When I read Ezra Klein’s piece providing 14 reasons why Trump was unfit to be President (only 14? Klein is slipping) I couldn’t help thinking about how almost all of these also applied to Hitler.  Of course as usual, I am referring to Adolf Hitler, not “Hitler”, so don’t accuse me of comparing Trump to “Hitler”, the mass murderer. There were a few of the 14 that did not apply to Adolf Hitler, candidate in German democratic elections.  And in those few cases, Trump actually looks worse than Hitler.  For instance, Hitler was actually fairly knowledgeable about military and foreign affairs, whereas Trump seems like someone who’s never read a newspaper. Remember that Tiananmen “riot”?  Because Trump is so ignorant, he must rely on his advisors, who are Putin supporters.  Thus unlike Hitler, Trump is just a pawn of the Russians.

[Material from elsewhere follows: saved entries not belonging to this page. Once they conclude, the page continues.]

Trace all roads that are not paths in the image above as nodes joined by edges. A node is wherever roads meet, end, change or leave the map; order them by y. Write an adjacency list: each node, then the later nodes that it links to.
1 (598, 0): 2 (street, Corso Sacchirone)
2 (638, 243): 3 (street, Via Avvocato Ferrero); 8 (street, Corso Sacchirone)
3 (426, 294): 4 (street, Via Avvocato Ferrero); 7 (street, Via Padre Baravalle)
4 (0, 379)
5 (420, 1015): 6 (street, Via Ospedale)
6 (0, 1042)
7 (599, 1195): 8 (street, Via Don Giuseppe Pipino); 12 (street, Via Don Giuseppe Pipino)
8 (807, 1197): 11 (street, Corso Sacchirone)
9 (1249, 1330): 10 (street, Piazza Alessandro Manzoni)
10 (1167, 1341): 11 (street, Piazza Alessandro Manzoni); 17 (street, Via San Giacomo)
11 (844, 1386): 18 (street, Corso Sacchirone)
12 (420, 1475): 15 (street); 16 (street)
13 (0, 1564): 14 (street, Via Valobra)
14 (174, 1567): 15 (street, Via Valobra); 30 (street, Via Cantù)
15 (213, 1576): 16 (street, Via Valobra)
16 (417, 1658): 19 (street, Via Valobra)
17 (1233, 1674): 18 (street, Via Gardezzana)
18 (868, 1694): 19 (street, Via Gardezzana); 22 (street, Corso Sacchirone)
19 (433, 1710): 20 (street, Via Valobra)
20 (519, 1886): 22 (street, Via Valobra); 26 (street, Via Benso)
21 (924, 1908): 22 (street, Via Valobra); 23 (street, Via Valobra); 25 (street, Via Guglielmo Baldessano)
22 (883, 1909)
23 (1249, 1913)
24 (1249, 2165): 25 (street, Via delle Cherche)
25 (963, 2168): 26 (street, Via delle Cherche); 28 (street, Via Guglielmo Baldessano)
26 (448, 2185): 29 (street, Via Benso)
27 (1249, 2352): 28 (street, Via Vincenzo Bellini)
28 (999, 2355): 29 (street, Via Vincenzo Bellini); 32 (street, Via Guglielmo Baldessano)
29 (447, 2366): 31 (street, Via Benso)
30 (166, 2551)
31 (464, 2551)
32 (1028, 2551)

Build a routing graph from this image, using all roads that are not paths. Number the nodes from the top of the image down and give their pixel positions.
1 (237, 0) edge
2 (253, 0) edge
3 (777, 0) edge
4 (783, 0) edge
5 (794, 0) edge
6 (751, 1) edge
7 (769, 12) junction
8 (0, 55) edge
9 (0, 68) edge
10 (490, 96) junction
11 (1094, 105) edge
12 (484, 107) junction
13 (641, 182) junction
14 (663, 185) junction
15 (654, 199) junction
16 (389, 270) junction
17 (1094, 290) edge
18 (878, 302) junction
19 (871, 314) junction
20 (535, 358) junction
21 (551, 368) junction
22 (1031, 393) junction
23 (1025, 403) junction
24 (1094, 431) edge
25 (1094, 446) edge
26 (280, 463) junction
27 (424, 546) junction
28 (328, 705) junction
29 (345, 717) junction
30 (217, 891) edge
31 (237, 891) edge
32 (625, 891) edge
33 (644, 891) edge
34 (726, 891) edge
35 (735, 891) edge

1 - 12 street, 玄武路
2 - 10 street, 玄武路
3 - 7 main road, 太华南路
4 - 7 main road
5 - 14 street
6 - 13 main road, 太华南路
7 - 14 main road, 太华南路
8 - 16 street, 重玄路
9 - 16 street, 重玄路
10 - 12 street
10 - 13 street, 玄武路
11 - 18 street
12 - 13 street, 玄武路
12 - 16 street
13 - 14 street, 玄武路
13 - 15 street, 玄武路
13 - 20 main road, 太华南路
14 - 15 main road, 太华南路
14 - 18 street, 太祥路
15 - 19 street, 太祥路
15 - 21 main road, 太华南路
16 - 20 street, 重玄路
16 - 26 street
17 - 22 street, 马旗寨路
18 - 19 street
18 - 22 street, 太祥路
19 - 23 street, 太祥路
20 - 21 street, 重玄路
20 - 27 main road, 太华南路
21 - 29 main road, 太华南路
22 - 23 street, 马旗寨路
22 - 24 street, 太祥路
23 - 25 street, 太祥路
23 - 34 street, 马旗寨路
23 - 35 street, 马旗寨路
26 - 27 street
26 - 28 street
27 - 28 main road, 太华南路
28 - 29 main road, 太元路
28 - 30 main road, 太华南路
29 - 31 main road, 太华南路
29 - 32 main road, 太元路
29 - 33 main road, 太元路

Trump and Putin, no scratch that, Trump advisors and Putin (Trump’s too dumb to have his own views) share a common interest in blowing up the western alliance, constructed over decades to prevent a repeat of WWII.  They thrive on chaos. They saw how the President of Turkey gained vast new powers as a result of chaos, and hope to do the same.

People talk about how “the establishment” hates Trump.  But there are other establishments, and I’m afraid “the establishment” is no match for the establishment releasing embarrassing information on Hillary right before the convention.  Putin very, very much wants Trump to win, and he plays very dirty. There are even claims that Putin orchestrated terrorist attacks in Russia to gain more power.  I have no idea if they are true, but it’s certainly the sort of thing he would do.

The press needs to stop asking stupid questions about whether Trump’s wife plagiarized a few lines in a speech (which helps Trump by making it seem he’s a normal candidate, and that this trivia is the sort of reason he should not be elected) and instead start asking his aides the following question:

Are you now, or have you ever been, a supporter of Vladimir Putin?

PS. If I were Hillary’s media people, I’d focus 100% of my TV ads between now and the election on the theme of Trump being Putin’s pawn. It may not be true, but just the fact that it’s possibly true provides the strongest argument against electing Trump. As I said before, a world where it might or might not be true is far more dangerous than either certainty.  And that’s the world we currently live in.

PPS.  In fairness to Trumpistas, if this story is true, Trump will have a right to say, “I told you so.”

PPPS.  Nixon would have destroyed Trump on this Russian influence issue.  C’mon Hillary, show your inner Nixon.